Located in historic Frederick, MD, Sky Stage transforms a burned building shell into a living sculpture and community performance space. This building suffered a devastating fire in 2010 and lost its roof and second story. It remained boarded until September 2016 when artist Heather Theresa Clark opened Sky Stage as a 140-person outdoor theater.
Ribbons of plants now wind, twist, and grow through the building’s doors and windows. Wooden scaffolding supports the spirals of plants. Rainwater is collected from a neighboring building’s roof and is stored in the sculpture’s bright yellow rain cistern, irrigating the drought-resistant sedum plants and native maple trees, and sustaining life in this once blighted building.
Sky Stage is by artist Heather Theresa Clark. The Frederick Arts Council, with support from AmeriCorps, operates the theater. Together they invite the local community to use Sky Stage for their own performances and activities, providing a public gathering space for those that may not otherwise have a venue to share their talent. Transforming this blighted building into a living public space has inspired the local community to perform and organize. The Frederick Arts Council and AmeriCorps facilitate local residents and community groups to run creative endeavors. Highlights of the season include concerts, literary nights, yoga, dance, STEAM events for kids, a summer free lunch and art program for low-income children, the RECLAIM Concert for Sexual Assault Awareness month, pop-up gallery space for the local children and artists, local film nights, a neighborhood peace concert, and children’s story time and visits by naturalists.
Sky Stage was conceived by artist Heather Theresa Clark out of a desire to create a large-scale transformative community art intervention in an underutilized space. Because boarded up buildings like this often sit for years due to lack of funding for redevelopment, Clark decided to create an art intervention that with limited funds could make a big impact on the community. At Sky Stage, the artwork is not just the living sculpture, but rather the overall transformation of the building and how the public uses the space.

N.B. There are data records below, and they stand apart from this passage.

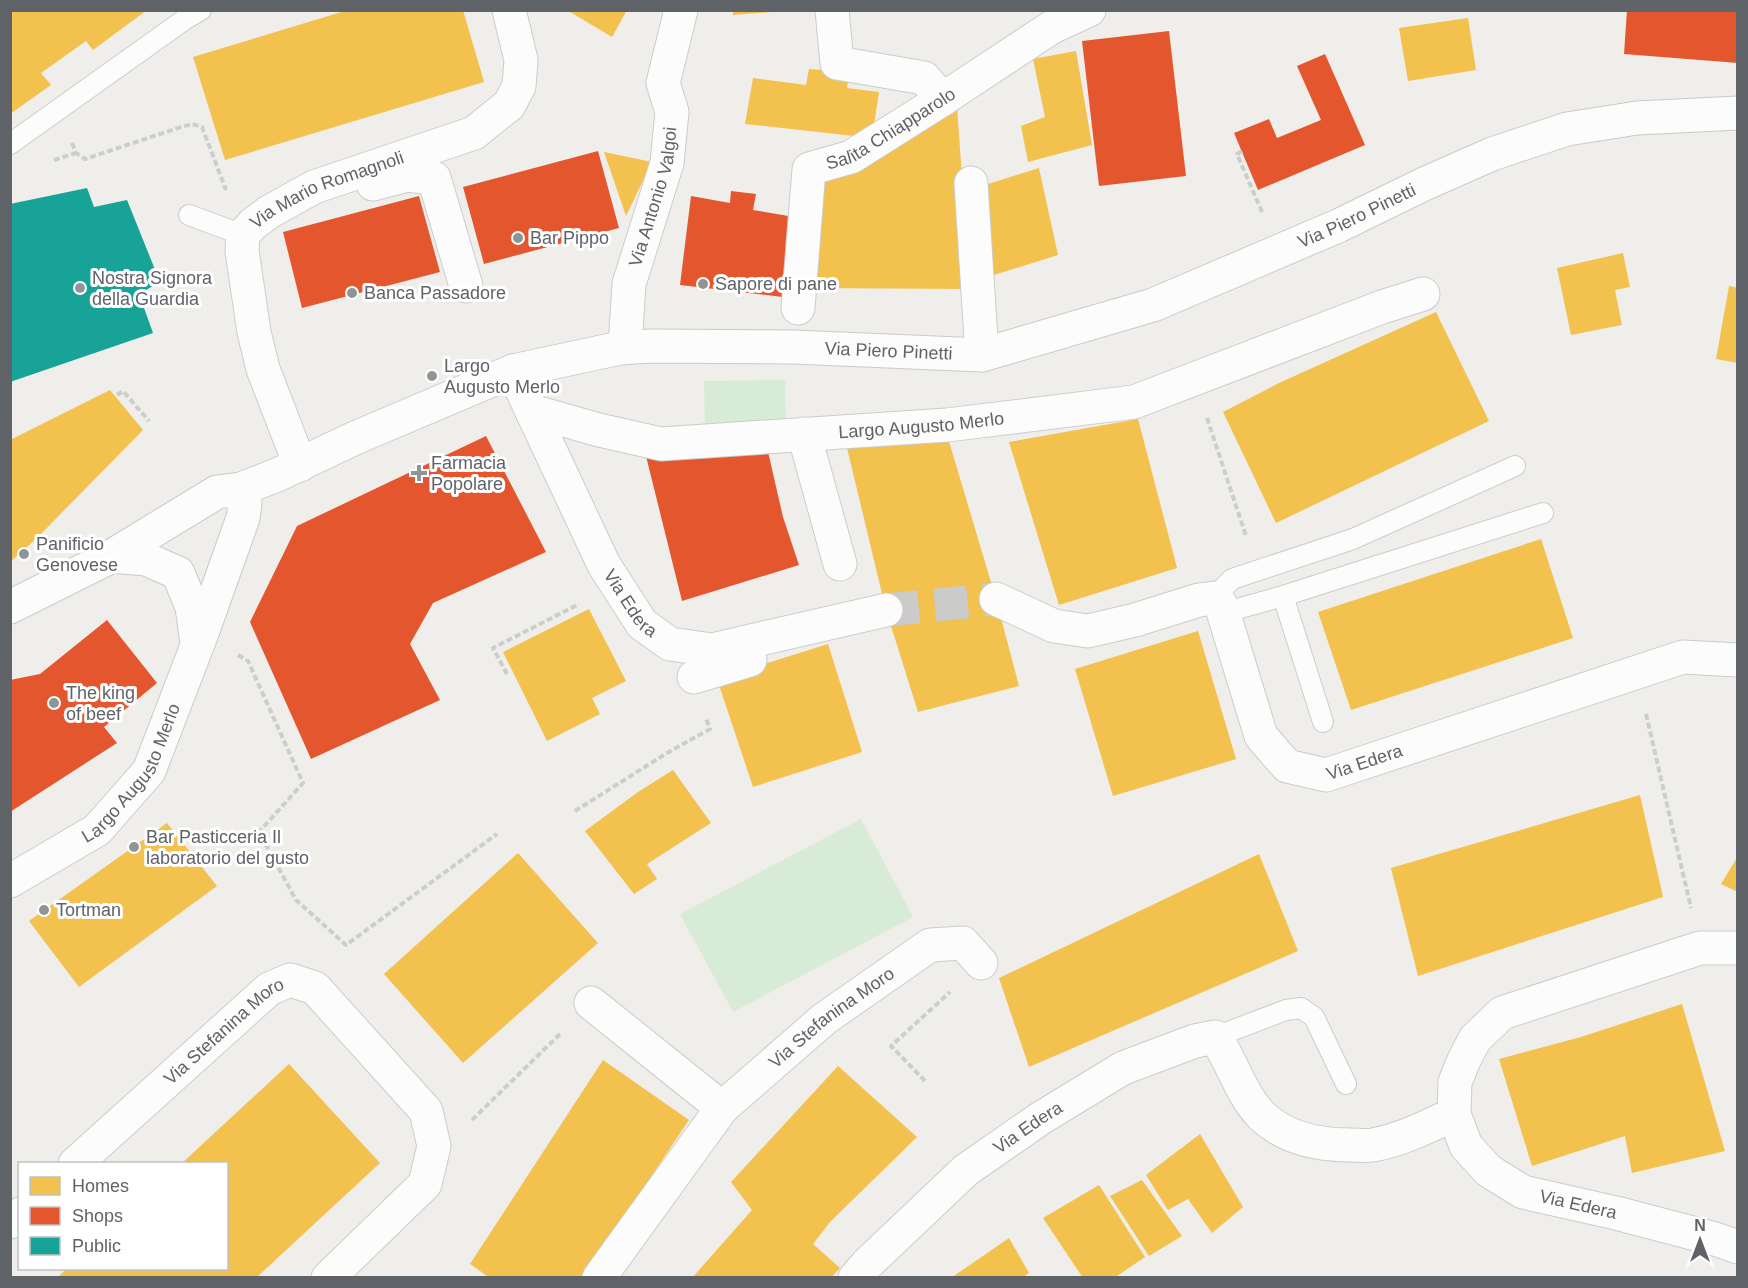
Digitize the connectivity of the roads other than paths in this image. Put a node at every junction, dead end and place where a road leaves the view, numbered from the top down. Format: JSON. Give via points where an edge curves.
{"nodes":[{"id":1,"x":201,"y":10,"type":"edge"},
{"id":2,"x":509,"y":10,"type":"edge"},
{"id":3,"x":681,"y":10,"type":"edge"},
{"id":4,"x":832,"y":10,"type":"edge"},
{"id":5,"x":1089,"y":10,"type":"edge"},
{"id":6,"x":943,"y":99,"type":"junction"},
{"id":7,"x":1737,"y":113,"type":"edge"},
{"id":8,"x":10,"y":144,"type":"edge"},
{"id":9,"x":971,"y":183,"type":"dead end"},
{"id":10,"x":314,"y":187,"type":"junction"},
{"id":11,"x":189,"y":215,"type":"dead end"},
{"id":12,"x":243,"y":235,"type":"junction"},
{"id":13,"x":466,"y":286,"type":"dead end"},
{"id":14,"x":1423,"y":294,"type":"dead end"},
{"id":15,"x":798,"y":308,"type":"dead end"},
{"id":16,"x":625,"y":347,"type":"junction"},
{"id":17,"x":982,"y":355,"type":"junction"},
{"id":18,"x":513,"y":371,"type":"junction"},
{"id":19,"x":532,"y":411,"type":"junction"},
{"id":20,"x":804,"y":434,"type":"junction"},
{"id":21,"x":300,"y":465,"type":"junction"},
{"id":22,"x":1515,"y":466,"type":"dead end"},
{"id":23,"x":241,"y":489,"type":"junction"},
{"id":24,"x":1543,"y":513,"type":"dead end"},
{"id":25,"x":112,"y":556,"type":"junction"},
{"id":26,"x":840,"y":564,"type":"dead end"},
{"id":27,"x":1283,"y":596,"type":"junction"},
{"id":28,"x":996,"y":599,"type":"tunnel mouth"},
{"id":29,"x":1218,"y":605,"type":"junction"},
{"id":30,"x":10,"y":607,"type":"edge"},
{"id":31,"x":197,"y":645,"type":"junction"},
{"id":32,"x":1737,"y":660,"type":"edge"},
{"id":33,"x":694,"y":677,"type":"dead end"},
{"id":34,"x":1323,"y":722,"type":"dead end"},
{"id":35,"x":10,"y":881,"type":"edge"},
{"id":36,"x":1737,"y":948,"type":"edge"},
{"id":37,"x":981,"y":963,"type":"road end"},
{"id":38,"x":591,"y":1003,"type":"road end"},
{"id":39,"x":1215,"y":1037,"type":"junction"},
{"id":40,"x":1346,"y":1084,"type":"dead end"},
{"id":41,"x":722,"y":1108,"type":"junction"},
{"id":42,"x":1454,"y":1114,"type":"junction"},
{"id":43,"x":77,"y":1162,"type":"edge"},
{"id":44,"x":1737,"y":1246,"type":"edge"},
{"id":45,"x":861,"y":1271,"type":"edge"},
{"id":46,"x":603,"y":1272,"type":"edge"},
{"id":47,"x":328,"y":1278,"type":"edge"}],
"edges":[{"from":1,"to":8,"type":"lane"},
{"from":2,"to":10,"type":"street","name":"Via Mario Romagnoli","via":[[521,60],[519,86],[509,105],[474,133]]},
{"from":3,"to":16,"type":"street","name":"Via Antonio Valgoi","via":[[663,83],[672,112],[667,163],[629,284]]},
{"from":4,"to":6,"type":"street","via":[[837,63],[924,78]]},
{"from":5,"to":6,"type":"street","name":"Salita Chiapparolo","via":[[1052,27]]},
{"from":6,"to":15,"type":"street","name":"Salita Chiapparolo","via":[[851,157],[809,169]]},
{"from":7,"to":17,"type":"street","name":"Via Piero Pinetti","via":[[1637,118],[1567,129],[1492,154],[1338,226],[1153,305]]},
{"from":9,"to":17,"type":"street"},
{"from":10,"to":12,"type":"street","name":"Via Mario Romagnoli","via":[[269,212]]},
{"from":10,"to":13,"type":"street","via":[[336,195],[407,175],[434,178]]},
{"from":11,"to":12,"type":"lane"},
{"from":12,"to":21,"type":"street","name":"Via Mario Romagnoli","via":[[254,332],[263,369]]},
{"from":14,"to":20,"type":"street","name":"Largo Augusto Merlo","via":[[1134,402],[947,425]]},
{"from":16,"to":17,"type":"street","name":"Via Piero Pinetti","via":[[794,347]]},
{"from":16,"to":18,"type":"street"},
{"from":18,"to":19,"type":"street","name":"Via Edera"},
{"from":18,"to":21,"type":"street"},
{"from":19,"to":20,"type":"street","name":"Largo Augusto Merlo","via":[[661,444]]},
{"from":19,"to":33,"type":"street","name":"Via Edera","via":[[604,565],[642,624],[670,644],[712,650],[878,612],[860,628]]},
{"from":20,"to":26,"type":"street"},
{"from":21,"to":23,"type":"street"},
{"from":22,"to":29,"type":"lane","via":[[1353,539],[1232,579]]},
{"from":23,"to":25,"type":"street","via":[[217,492]]},
{"from":23,"to":31,"type":"street","name":"Largo Augusto Merlo","via":[[245,503],[243,518]]},
{"from":24,"to":27,"type":"lane"},
{"from":25,"to":30,"type":"street"},
{"from":25,"to":31,"type":"street","via":[[146,559],[178,573],[192,607]]},
{"from":27,"to":29,"type":"lane"},
{"from":27,"to":34,"type":"lane"},
{"from":28,"to":29,"type":"street","via":[[1054,626],[1088,630],[1199,600]]},
{"from":29,"to":32,"type":"street","name":"Via Edera","via":[[1261,736],[1287,766],[1326,775],[1683,657]]},
{"from":31,"to":35,"type":"street","name":"Largo Augusto Merlo","via":[[149,771],[97,830]]},
{"from":36,"to":42,"type":"street","name":"Via Edera","via":[[1700,948],[1502,1013],[1475,1039],[1464,1060],[1455,1082]]},
{"from":37,"to":41,"type":"street","name":"Via Stefanina Moro","via":[[963,943],[930,945],[824,1019]]},
{"from":38,"to":41,"type":"street"},
{"from":39,"to":40,"type":"lane","name":"Via Edera","via":[[1301,1008],[1314,1017]]},
{"from":39,"to":42,"type":"street","via":[[1262,1115],[1289,1135],[1325,1145],[1373,1145],[1416,1132]]},
{"from":39,"to":45,"type":"street","name":"Via Edera","via":[[1123,1068],[1041,1118],[966,1170]]},
{"from":41,"to":46,"type":"street","name":"Via Stefanina Moro"},
{"from":42,"to":44,"type":"street","name":"Via Edera","via":[[1466,1146],[1489,1171],[1523,1192]]},
{"from":43,"to":47,"type":"street","name":"Via Stefanina Moro","via":[[269,988],[290,980],[315,988],[426,1111],[434,1146],[425,1184]]}]}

Clark collaborated with the Massachusetts Institute of Technology’s Digital Structures research group research group to computationally design and engineer the sculpture’s complex wooden lattice with custom geometry-generating algorithms. Massachusetts Institute of Technology Digital Structures research group works at the interface of architecture, structural engineering, and computation. They focus on the synthetic integration of creative and technical goals in the design and fabrication of buildings, bridges, and other large-scale structures. Digital Structures is particularly interested in how digital techniques and tools can play an unexpected, collaborative role in these processes.